The Difference Between Request and Limit (That I Didn’t Understand)
Here’s what I thought I knew about Kubernetes resource management:
- Request: What the container needs to run
- Limit: What the container is allowed to use
Seems straightforward, right? Set requests low to pack more pods onto fewer nodes. Set limits high so pods can burst during traffic spikes. This is what “optimized” looks like.
What I didn’t understand was how GKE auto scale profile optimized (and any node auto-provisioning system) actually uses these values.
When you set a CPU request of 50m (that’s 0.05 CPU cores, by the way), GKE looks at that number and says “I need to provision a node that can guarantee this pod 50m of CPU.” It doesn’t look at your limit. At all. Your 1000m limit might as well not exist when GKE is deciding how big your nodes should be.
So you end up with nodes that are sized for your requests, not your actual usage. And here’s where it gets painful.
CPU Throttling: The Silent Killer
When your pod tries to use more CPU than its request, Kubernetes doesn’t stop it immediately. That would be too obvious. Instead, it uses something called CFS (Completely Fair Scheduler) quotas to throttle the container’s CPU usage.
The math works like this: if you request 50m CPU, your container gets allocated 50ms of CPU time every 100ms period. Use it or lose it. If your container needs more than that 50ms in a given period, it gets throttled. It has to wait for the next period.
To the application, this feels like… random latency. Sometimes fast, sometimes slow.

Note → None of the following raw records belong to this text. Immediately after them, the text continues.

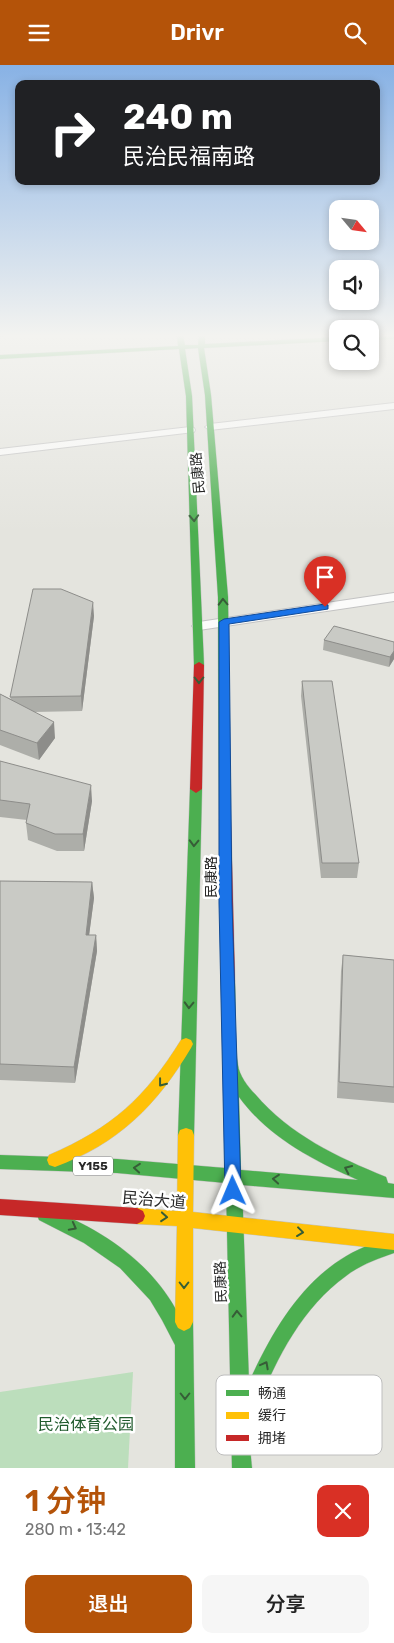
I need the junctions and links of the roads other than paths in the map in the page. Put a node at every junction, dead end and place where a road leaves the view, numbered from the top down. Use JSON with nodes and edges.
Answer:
{"nodes":[{"id":1,"x":189,"y":401,"type":"edge"},
{"id":2,"x":207,"y":401,"type":"edge"},
{"id":3,"x":394,"y":406,"type":"edge"},
{"id":4,"x":210,"y":427,"type":"junction"},
{"id":5,"x":190,"y":430,"type":"junction"},
{"id":6,"x":0,"y":452,"type":"edge"},
{"id":7,"x":394,"y":597,"type":"edge"},
{"id":8,"x":224,"y":622,"type":"junction"},
{"id":9,"x":199,"y":626,"type":"junction"},
{"id":10,"x":188,"y":1042,"type":"junction"},
{"id":11,"x":230,"y":1065,"type":"junction"},
{"id":12,"x":0,"y":1162,"type":"edge"},
{"id":13,"x":44,"y":1164,"type":"junction"},
{"id":14,"x":185,"y":1171,"type":"junction"},
{"id":15,"x":233,"y":1175,"type":"junction"},
{"id":16,"x":394,"y":1186,"type":"edge"},
{"id":17,"x":394,"y":1191,"type":"edge"},
{"id":18,"x":0,"y":1207,"type":"edge"},
{"id":19,"x":28,"y":1208,"type":"junction"},
{"id":20,"x":185,"y":1219,"type":"junction"},
{"id":21,"x":234,"y":1224,"type":"junction"},
{"id":22,"x":394,"y":1243,"type":"edge"},
{"id":23,"x":185,"y":1347,"type":"junction"},
{"id":24,"x":239,"y":1375,"type":"edge"},
{"id":25,"x":259,"y":1375,"type":"edge"},
{"id":26,"x":242,"y":1455,"type":"edge"},
{"id":27,"x":184,"y":1468,"type":"edge"},
{"id":28,"x":242,"y":1468,"type":"edge"}],
"edges":[{"from":1,"to":5,"type":"main road","name":"民康路"},
{"from":2,"to":4,"type":"main road","name":"民康路"},
{"from":3,"to":4,"type":"street"},
{"from":8,"to":4,"type":"main road","name":"民康路","one_way":true},
{"from":5,"to":6,"type":"street"},
{"from":5,"to":9,"type":"main road","name":"民康路","one_way":true},
{"from":7,"to":8,"type":"street"},
{"from":8,"to":9,"type":"street"},
{"from":8,"to":11,"type":"main road","name":"民康路"},
{"from":9,"to":10,"type":"main road","name":"民康路","one_way":true},
{"from":10,"to":13,"type":"main road","one_way":true},
{"from":10,"to":14,"type":"main road","name":"民康路"},
{"from":11,"to":15,"type":"main road","name":"民康路"},
{"from":16,"to":11,"type":"main road","one_way":true},
{"from":12,"to":13,"type":"main road","name":"民治大道","number":"Y155"},
{"from":14,"to":13,"type":"main road","name":"民治大道","number":"Y155","one_way":true},
{"from":14,"to":15,"type":"main road","name":"民治大道","number":"Y155"},
{"from":14,"to":20,"type":"main road","name":"民康路"},
{"from":17,"to":15,"type":"main road","name":"民治大道","number":"Y155","one_way":true},
{"from":15,"to":21,"type":"main road","name":"民康路"},
{"from":18,"to":19,"type":"main road","name":"民治大道"},
{"from":19,"to":20,"type":"main road","name":"民治大道","one_way":true},
{"from":19,"to":23,"type":"main road","one_way":true},
{"from":20,"to":21,"type":"main road","name":"民治大道"},
{"from":20,"to":23,"type":"main road","name":"民康路","one_way":true},
{"from":21,"to":22,"type":"main road","name":"民治大道","one_way":true},
{"from":24,"to":21,"type":"main road","name":"民康路","one_way":true},
{"from":25,"to":22,"type":"main road","one_way":true},
{"from":23,"to":27,"type":"main road","name":"民康路","one_way":true},
{"from":26,"to":28,"type":"main road","name":"民康路"}]}
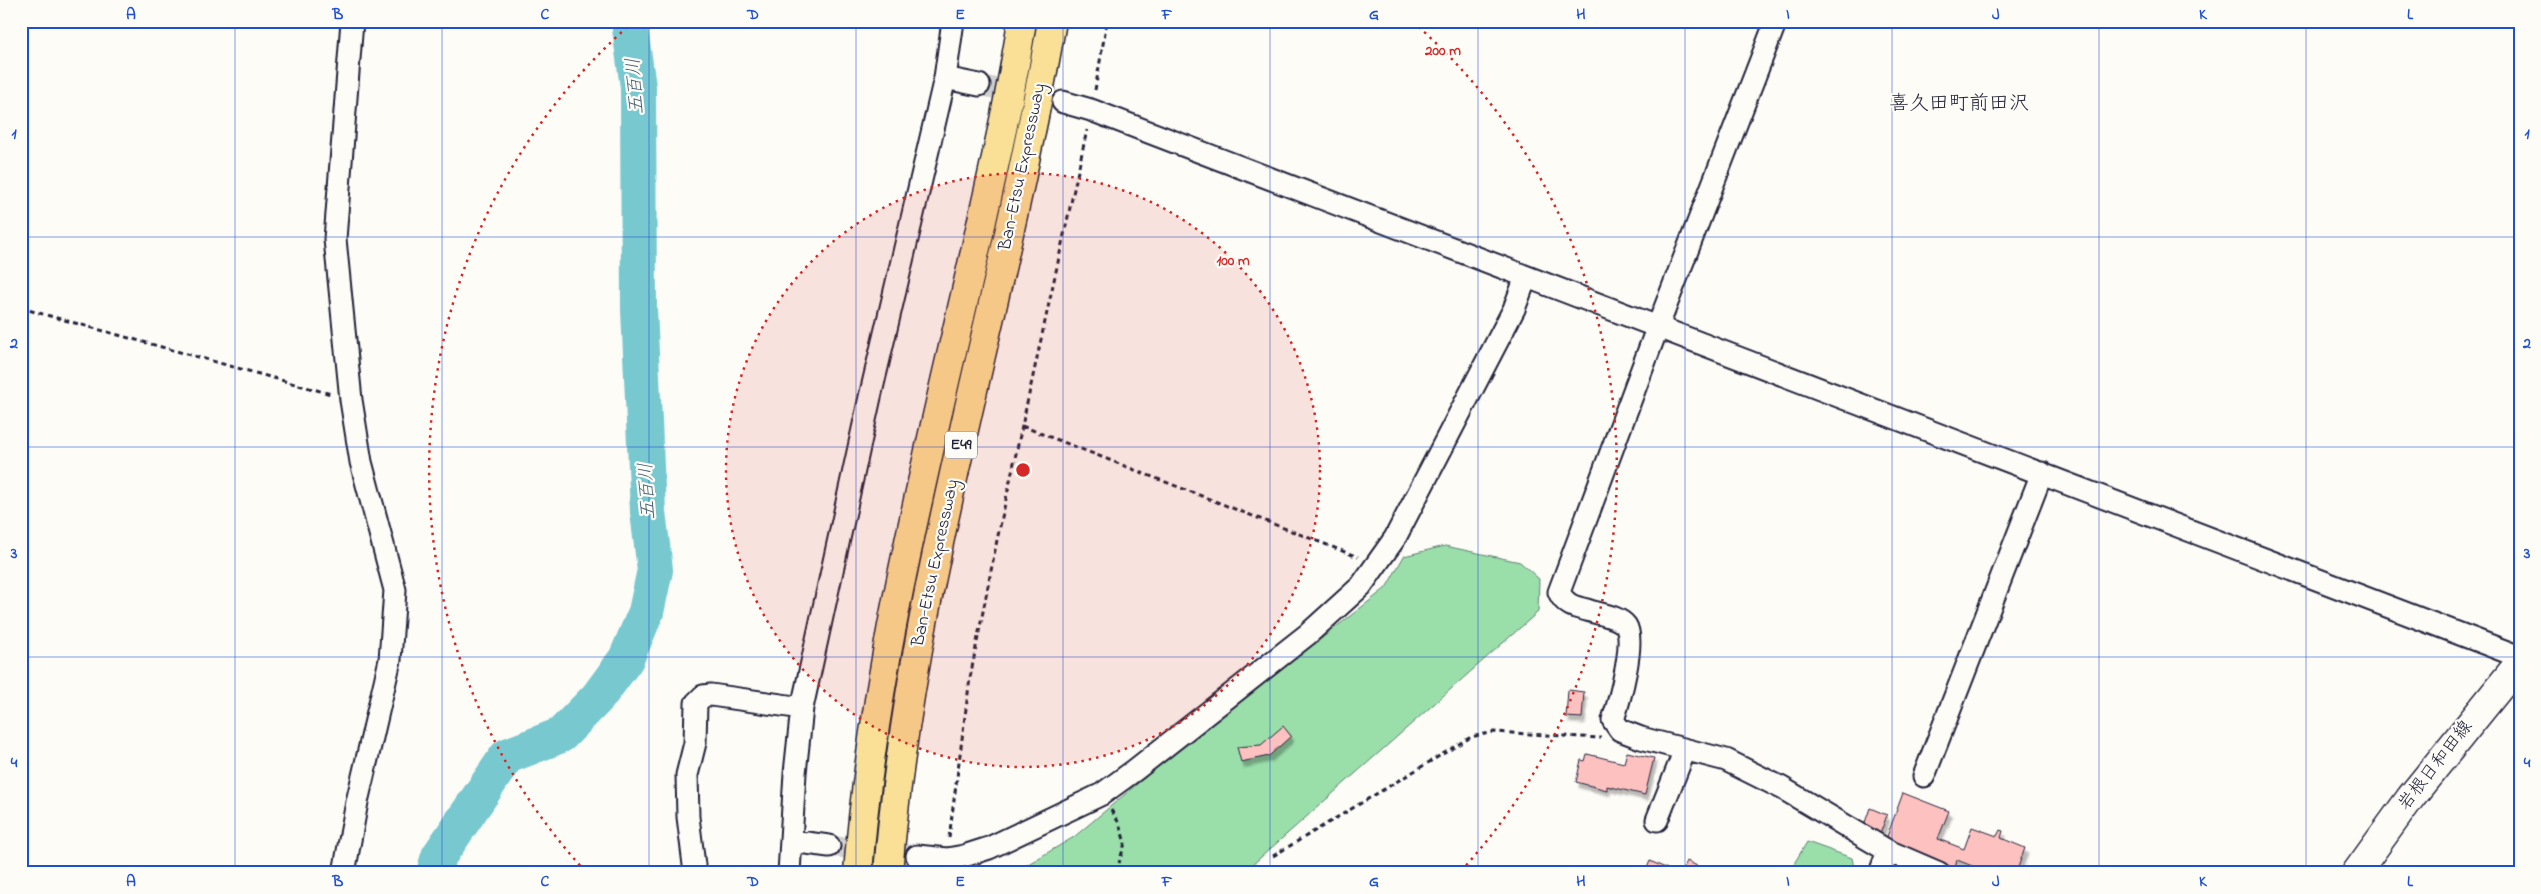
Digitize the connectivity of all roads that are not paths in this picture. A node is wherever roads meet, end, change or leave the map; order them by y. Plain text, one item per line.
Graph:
1 (352, 21) edge
2 (953, 21) edge
3 (1022, 21) edge
4 (1052, 21) edge
5 (1776, 21) edge
6 (946, 78) junction
7 (979, 85) tunnel mouth
8 (1063, 102) tunnel mouth
9 (1526, 277) junction
10 (1658, 326) junction
11 (2042, 473) junction
12 (2520, 657) edge
13 (2520, 662) edge
14 (802, 708) junction
15 (1685, 750) junction
16 (1924, 776) dead end
17 (1657, 820) dead end
18 (791, 841) junction
19 (829, 846) tunnel mouth
20 (1888, 851) junction
21 (917, 856) tunnel mouth
22 (946, 866) edge
23 (2368, 867) edge
24 (344, 873) edge
25 (695, 873) edge
26 (789, 873) edge
27 (858, 873) edge
28 (888, 873) edge
29 (1880, 873) edge
30 (1939, 873) edge

1 - 24 street
2 - 6 street
3 - 27 highway, Ban-Etsu Expressway / E49
4 - 28 highway, Ban-Etsu Expressway / E49
5 - 10 street
6 - 7 street
6 - 14 street
8 - 9 street
9 - 10 street
9 - 22 street
10 - 11 street
10 - 15 street
11 - 12 street
11 - 16 street
13 - 23 main road, 岩根日和田線
14 - 18 street
14 - 25 street
15 - 17 street
15 - 20 street
18 - 19 street
18 - 26 street
20 - 29 street
20 - 30 street
21 - 22 street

Sometimes your Kafka consumer processes a batch in 50ms, sometimes it takes 500ms. Sometimes your API responds in 10ms, sometimes in 200ms.
We spent weeks chasing this. We thought it was a network issue. Then a Kafka configuration problem. Then maybe GC pressure from our Go services (we’re a Go shop). We added metrics, traces, alerts. Everything looked fine except… the application just wasn’t performing consistently.
Then I stumbled on a GitHub issue about CPU throttling. Someone mentioned running kubectl top pod and comparing the CPU usage to the request. I ran it on our problematic service:
NAME CPU(cores) MEMORY(bytes)
consumer-7d9f4b8c5-x2v9 48m 512Mi
48m actual usage. 50m request. We were living right at the edge, and any slight burst would trigger throttling. The “high” limit of 1000m was a fantasy. The node didn’t have that CPU to give.
Bin Packing: The Optimization Trap
Here’s the thing that really stung: this was all working “as designed.”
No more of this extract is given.